ニュース 電子 作成日:2014年11月13日_記事番号:T00053819
台湾積体電路製造(TSMC)は12日、16ナノメートル立体構造トランジスタ(FinFET)製造プロセスのアップグレード版「FinFETプラス」が試験生産に入っており、今月末までに全ての信頼性テストを終え、来年7月ごろに量産に入る見通しだと発表した。スケジュール通りに進めば、アップルの次世代プロセッサー「A9」受注争いでサムスン電子に差を付け、早ければ来年夏にも「A9」を生産できる見通しだ。13日付経済日報などが報じた。
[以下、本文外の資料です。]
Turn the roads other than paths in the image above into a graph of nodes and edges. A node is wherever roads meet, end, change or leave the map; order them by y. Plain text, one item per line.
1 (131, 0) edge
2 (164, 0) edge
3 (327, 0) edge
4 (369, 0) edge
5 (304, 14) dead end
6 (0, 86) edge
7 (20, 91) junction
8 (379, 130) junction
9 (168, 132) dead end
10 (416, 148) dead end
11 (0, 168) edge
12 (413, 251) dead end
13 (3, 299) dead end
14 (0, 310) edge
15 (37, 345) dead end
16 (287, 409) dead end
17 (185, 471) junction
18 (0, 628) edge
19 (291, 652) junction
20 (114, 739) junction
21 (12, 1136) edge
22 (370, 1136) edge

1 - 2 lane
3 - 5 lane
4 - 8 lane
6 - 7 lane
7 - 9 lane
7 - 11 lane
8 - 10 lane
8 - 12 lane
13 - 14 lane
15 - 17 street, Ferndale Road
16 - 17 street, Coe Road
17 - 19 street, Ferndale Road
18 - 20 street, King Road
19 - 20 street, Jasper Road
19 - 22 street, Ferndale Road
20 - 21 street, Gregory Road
TSMCは今年第2四半期に20ナノプロセスの量産体制を完成させており、来年夏に16ナノFinFETプラスの量産に入れば、世界で初めて2年連続で最先端プロセスの量産に成功するファウンドリーとなる。その場合、10ナノプロセスで2年以内にインテルに追い付く目標がより現実味を帯びそうだ。
TSMCによると、16ナノFinFETプラスは同社の20ナノシステムオンチップ(SoC)と比べて速度が40%向上、同一速度下で電力消費が50%減少し、次世代ハイエンドモバイル端末やネットワーク、消費者向け製品への応用に適している。同社はまた、来年末までに約60件の16ナノFinFETプラス製品がテープアウト(設計完了)するとの見通しも明らかにした。既に▽ルネサスエレクトロニクス▽エヌビディア▽聯発科技(メディアテック)▽ザイリンクス▽アバゴ・テクノロジーズ▽フリースケール・セミコンダクタ▽LGエレクトロニクス──の大手顧客7社が、来年に発注を行うと表明している。なお、最も早くTSMCの16ナノFinFETプラスを導入するのは、中国の深圳市海思半導体(ハイシリコン・テクノロジーズ)のネットワークチップおよびスマートフォン用プロセッサーとなる見通しだ。
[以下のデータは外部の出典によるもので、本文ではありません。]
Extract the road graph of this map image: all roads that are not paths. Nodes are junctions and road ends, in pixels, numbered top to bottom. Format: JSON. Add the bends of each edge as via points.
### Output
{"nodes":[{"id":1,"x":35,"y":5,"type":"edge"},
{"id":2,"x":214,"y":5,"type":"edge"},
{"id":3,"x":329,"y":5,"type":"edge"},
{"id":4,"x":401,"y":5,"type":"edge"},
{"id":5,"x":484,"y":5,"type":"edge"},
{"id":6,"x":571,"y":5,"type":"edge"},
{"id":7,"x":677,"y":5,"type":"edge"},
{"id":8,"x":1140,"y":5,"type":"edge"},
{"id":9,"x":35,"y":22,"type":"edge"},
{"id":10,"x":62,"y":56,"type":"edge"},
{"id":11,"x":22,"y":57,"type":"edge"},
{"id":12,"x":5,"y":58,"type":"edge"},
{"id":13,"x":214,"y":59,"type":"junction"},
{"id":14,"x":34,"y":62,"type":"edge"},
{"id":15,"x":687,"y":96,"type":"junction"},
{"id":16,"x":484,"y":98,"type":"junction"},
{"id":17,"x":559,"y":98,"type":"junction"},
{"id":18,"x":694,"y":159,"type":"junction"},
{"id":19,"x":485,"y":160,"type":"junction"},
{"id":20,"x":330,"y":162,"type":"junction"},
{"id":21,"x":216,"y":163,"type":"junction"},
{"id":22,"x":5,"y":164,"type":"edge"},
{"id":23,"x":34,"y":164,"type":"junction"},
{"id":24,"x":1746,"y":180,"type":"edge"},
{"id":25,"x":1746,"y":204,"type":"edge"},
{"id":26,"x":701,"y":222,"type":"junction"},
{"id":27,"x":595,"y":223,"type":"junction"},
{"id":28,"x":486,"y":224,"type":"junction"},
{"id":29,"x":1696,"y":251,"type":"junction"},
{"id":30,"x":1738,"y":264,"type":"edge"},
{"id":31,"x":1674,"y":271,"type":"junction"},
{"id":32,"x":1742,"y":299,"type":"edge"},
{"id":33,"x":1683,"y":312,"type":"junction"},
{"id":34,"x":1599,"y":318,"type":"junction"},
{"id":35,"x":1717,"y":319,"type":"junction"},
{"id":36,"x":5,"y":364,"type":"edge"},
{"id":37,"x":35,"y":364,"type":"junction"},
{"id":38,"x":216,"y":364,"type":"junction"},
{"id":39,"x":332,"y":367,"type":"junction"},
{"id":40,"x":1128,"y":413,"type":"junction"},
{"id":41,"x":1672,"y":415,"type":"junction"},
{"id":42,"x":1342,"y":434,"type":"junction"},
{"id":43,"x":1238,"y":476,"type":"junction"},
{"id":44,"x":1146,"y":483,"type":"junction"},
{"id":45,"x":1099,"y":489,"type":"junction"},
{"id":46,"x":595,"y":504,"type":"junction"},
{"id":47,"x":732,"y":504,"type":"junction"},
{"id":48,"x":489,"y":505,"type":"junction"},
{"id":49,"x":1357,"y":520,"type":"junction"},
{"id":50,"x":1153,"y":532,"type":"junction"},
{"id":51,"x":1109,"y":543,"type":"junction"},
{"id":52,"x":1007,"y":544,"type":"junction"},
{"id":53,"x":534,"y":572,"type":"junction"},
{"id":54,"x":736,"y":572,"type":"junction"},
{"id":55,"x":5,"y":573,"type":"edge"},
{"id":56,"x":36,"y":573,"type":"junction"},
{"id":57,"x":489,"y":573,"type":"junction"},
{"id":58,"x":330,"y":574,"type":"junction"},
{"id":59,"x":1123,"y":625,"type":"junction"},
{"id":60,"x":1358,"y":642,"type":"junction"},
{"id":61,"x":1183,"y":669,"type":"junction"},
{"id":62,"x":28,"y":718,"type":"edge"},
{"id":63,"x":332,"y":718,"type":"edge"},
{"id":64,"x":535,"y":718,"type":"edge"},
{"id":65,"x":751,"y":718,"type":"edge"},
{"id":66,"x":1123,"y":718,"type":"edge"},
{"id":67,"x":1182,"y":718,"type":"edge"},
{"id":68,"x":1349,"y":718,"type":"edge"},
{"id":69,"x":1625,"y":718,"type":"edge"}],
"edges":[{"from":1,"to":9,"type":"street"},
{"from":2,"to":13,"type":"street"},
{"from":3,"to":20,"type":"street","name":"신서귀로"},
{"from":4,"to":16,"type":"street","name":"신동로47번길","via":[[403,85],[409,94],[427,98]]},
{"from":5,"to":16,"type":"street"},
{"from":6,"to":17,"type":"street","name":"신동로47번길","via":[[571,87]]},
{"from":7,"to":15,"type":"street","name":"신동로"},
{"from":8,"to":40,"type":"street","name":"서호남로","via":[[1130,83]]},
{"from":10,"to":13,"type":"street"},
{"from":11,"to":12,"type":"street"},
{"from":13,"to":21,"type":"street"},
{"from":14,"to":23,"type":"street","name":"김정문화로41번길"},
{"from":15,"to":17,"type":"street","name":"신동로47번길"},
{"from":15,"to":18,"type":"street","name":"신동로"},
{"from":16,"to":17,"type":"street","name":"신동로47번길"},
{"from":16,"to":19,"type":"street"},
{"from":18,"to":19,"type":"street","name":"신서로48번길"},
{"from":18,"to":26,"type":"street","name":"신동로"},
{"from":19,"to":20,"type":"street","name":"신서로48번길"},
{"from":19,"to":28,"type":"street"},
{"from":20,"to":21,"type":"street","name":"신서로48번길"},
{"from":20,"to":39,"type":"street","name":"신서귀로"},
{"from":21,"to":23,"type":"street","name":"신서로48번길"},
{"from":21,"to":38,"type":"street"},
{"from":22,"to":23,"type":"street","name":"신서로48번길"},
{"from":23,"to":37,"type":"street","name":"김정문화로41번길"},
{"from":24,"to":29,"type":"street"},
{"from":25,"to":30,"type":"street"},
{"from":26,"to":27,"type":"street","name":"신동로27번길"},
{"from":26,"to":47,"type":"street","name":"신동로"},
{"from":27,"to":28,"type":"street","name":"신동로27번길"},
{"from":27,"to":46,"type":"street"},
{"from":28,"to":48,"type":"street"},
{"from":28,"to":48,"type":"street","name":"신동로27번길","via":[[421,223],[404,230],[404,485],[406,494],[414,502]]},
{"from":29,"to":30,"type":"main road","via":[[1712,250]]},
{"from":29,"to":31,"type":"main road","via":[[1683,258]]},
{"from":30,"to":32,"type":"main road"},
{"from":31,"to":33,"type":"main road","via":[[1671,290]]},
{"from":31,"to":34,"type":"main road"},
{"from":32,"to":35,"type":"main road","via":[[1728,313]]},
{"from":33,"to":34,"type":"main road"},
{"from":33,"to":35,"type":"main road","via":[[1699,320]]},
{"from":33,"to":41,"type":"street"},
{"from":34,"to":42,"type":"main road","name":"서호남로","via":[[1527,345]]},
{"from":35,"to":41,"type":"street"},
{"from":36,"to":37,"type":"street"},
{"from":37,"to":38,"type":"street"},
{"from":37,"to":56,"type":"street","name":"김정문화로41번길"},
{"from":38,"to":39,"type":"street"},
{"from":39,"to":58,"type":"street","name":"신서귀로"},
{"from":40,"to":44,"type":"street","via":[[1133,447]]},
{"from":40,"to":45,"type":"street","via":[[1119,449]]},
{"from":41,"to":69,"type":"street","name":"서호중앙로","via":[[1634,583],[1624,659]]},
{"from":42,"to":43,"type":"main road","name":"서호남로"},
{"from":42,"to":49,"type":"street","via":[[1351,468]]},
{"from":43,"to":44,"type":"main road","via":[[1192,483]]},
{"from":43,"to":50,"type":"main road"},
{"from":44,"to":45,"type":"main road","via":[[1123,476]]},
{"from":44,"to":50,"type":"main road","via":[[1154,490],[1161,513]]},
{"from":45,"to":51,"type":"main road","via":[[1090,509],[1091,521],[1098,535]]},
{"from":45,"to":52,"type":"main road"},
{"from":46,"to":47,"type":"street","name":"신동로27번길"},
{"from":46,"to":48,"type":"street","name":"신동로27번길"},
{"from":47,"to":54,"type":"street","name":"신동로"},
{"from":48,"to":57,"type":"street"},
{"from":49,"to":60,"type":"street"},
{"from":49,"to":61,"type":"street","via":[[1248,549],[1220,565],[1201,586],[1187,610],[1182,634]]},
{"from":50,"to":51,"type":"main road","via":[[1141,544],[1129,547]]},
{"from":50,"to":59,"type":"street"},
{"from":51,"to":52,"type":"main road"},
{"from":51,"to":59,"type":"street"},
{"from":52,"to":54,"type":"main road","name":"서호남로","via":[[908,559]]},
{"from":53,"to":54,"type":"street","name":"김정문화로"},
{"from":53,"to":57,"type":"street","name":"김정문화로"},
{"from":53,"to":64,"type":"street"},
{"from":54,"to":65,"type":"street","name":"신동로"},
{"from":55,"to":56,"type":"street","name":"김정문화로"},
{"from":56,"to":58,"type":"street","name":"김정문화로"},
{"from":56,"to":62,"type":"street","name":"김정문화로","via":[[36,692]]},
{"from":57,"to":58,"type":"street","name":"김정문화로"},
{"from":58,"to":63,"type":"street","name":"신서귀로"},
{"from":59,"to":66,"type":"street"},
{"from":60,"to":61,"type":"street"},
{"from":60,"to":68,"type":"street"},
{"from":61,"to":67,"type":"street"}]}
サムスンも14ナノプロセスの開発を進めているものの、設備メーカーによると試験生産がうまくいっておらず、このため、スマホ用の一部チップの発注をTSMCからサムスンに移したクアルコムなども、16ナノFinFETプラスの開発が順調なTSMCに再度振り替えることを検討しているという。
新工場用地、環評大会が再実施に
12日はTSMCが18インチウエハー工場の建設を計画している中部科学工業園区(中科)5期区画に関して、行政院環境保護署による環境評価大会が開かれたが、環境保護団体の発言が長引き、日時を改めて実施することとなった。TSMCの当面の経営に影響は及ぼさないが、同社にとっては早期進展が望まれるところだ。
中科管理局によると、5期区画の用地は国防部の大肚山弾薬庫周辺の53ヘクタールで、TSMCと自転車最大手、巨大機械工業(ジャイアントMFG)への優先割当を計画している。TSMCは同地に5,000億台湾元(約1兆9,000億円)を投じて2016年末の工場完成、稼働を計画している。